11 июля 2018 г., 20:24:47

Hi pgsql-general!

I'm currently looking at a query that is generally selecting a bunch of simple columns from a table, and also performing some subqueries to aggregate related data, and then sorting by one of the simple columns and paginating the result.

eg.

SELECT

tbl.field1, tbl.field2, tbl.field3, ...,

(SELECT SUM(Duration) FROM anothertbl WHERE anothertbl.UserId = tbl.UserId AND anothertbl.ThingyId = 1) as Thingy1Sum,

... repeat for multiply thingies ...

FROM

tbl

ORDER BY tbl.field1 LIMIT 20

I'm finding that if "tbl" contains hundreds of thousands of rows, the subqueries are being executed hundreds of thousands of times.
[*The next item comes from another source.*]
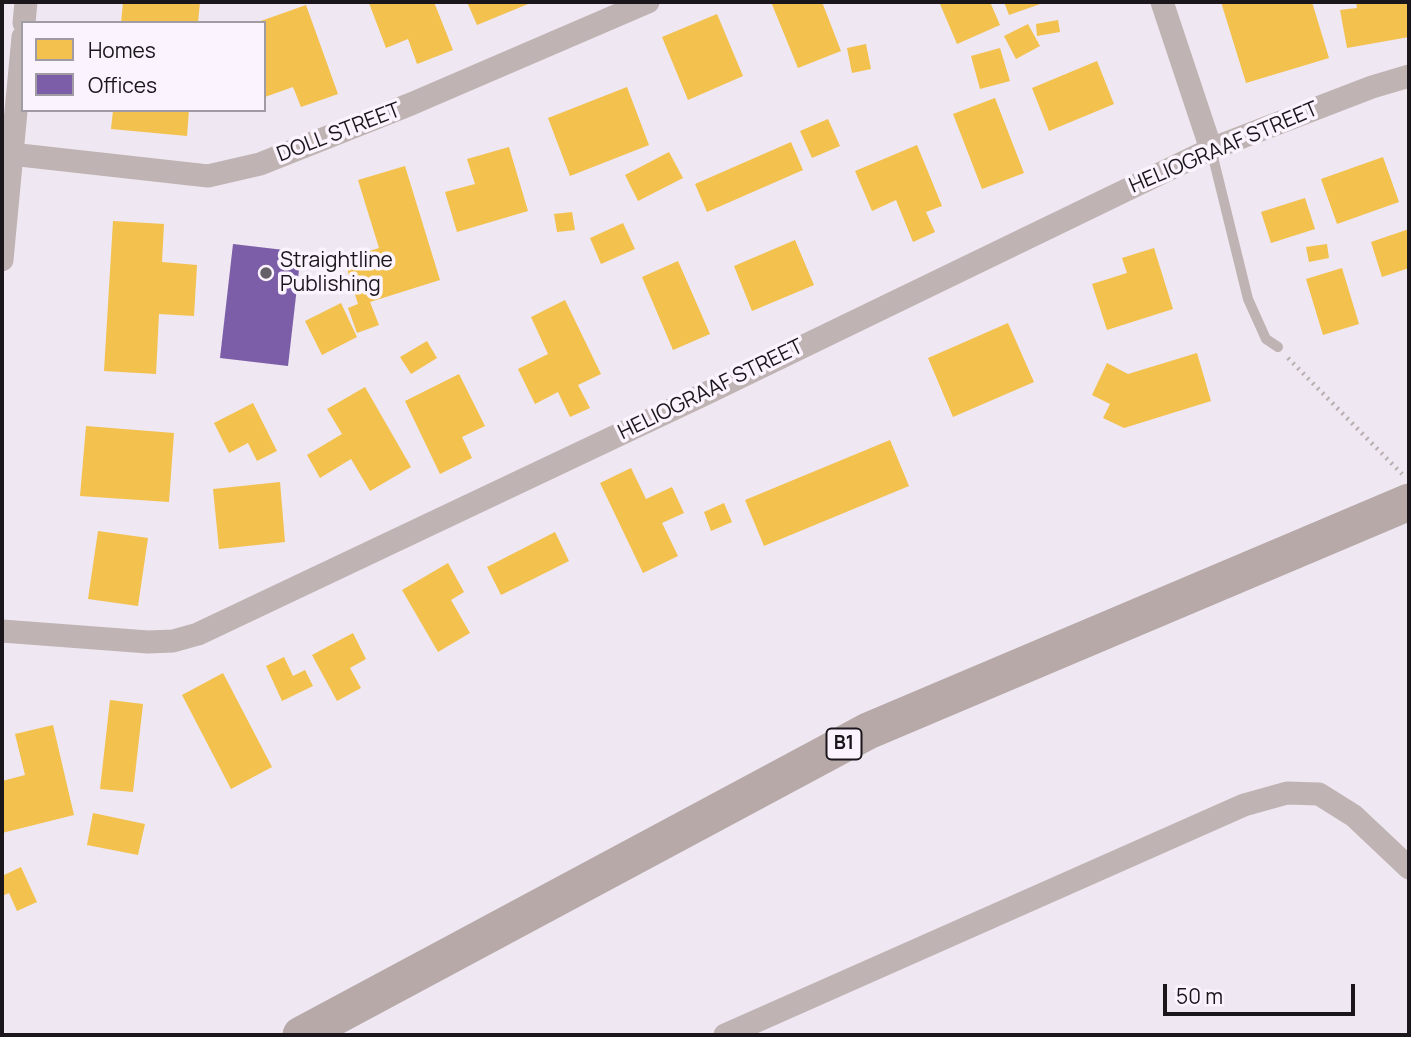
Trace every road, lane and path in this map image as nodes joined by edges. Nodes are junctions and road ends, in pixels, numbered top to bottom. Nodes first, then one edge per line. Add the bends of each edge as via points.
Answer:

Because of the sorting and pagination, this is appears to be unnecessary, and the result is slow performance. (PostgreSQL 9.5.9 server)

I've only found one solution so far, which is to perform the sort & pagination in a CTE, and the subqueries externally. Are there any other approaches that can be taken to optimize this and prevent the unnecessary computation?

CTE rewrite:

WITH cte AS (

SELECT

tbl.field1, tbl.field2, tbl.field3

FROM

tbl

ORDER BY tbl.field1 LIMIT 20

)

SELECT cte.*,

(SELECT SUM(Duration) FROM anothertbl WHERE anothertbl.UserId = tbl.UserId AND anothertbl.ThingyId = 1) as Thingy1Sum,

... repeat for multiply thingies ...

FROM cte;

Thanks for any thoughts you have,

Mathieu Fenniak

Re: Optimizing execution of expensive subqueries

От

Hellmuth Vargas

Дата:

12 июля 2018 г., 01:44:03

Try this way:

SELECT

tbl.field1, tbl.field2, tbl.field3, ...,

b.Thingy1Sum,

... repeat for multiply thingies ...

FROM

tbl

LATERAL JOIN (

SELECT anothertbl.UserId,SUM(Duration) as Thingy1Sum

FROM anothertbl

WHERE anothertbl.UserId = tbl.UserId AND anothertbl.ThingyId = 1

group by 1) as b on tbl.UserId=b.UserId

ORDER BY tbl.field1 LIMIT 20

El mié., 11 de jul. de 2018 a la(s) 09:25, Mathieu Fenniak (mathieu.fenniak@replicon.com) escribió:

Hi pgsql-general!

I'm currently looking at a query that is generally selecting a bunch of simple columns from a table, and also performing some subqueries to aggregate related data, and then sorting by one of the simple columns and paginating the result.

eg.

SELECT
tbl.field1, tbl.field2, tbl.field3, ...,
(SELECT SUM(Duration) FROM anothertbl WHERE anothertbl.UserId = tbl.UserId AND anothertbl.ThingyId = 1) as Thingy1Sum,
... repeat for multiply thingies ...
FROM
tbl
ORDER BY tbl.field1 LIMIT 20

I'm finding that if "tbl" contains hundreds of thousands of rows, the subqueries are being executed hundreds of thousands of times. Because of the sorting and pagination, this is appears to be unnecessary, and the result is slow performance. (PostgreSQL 9.5.9 server)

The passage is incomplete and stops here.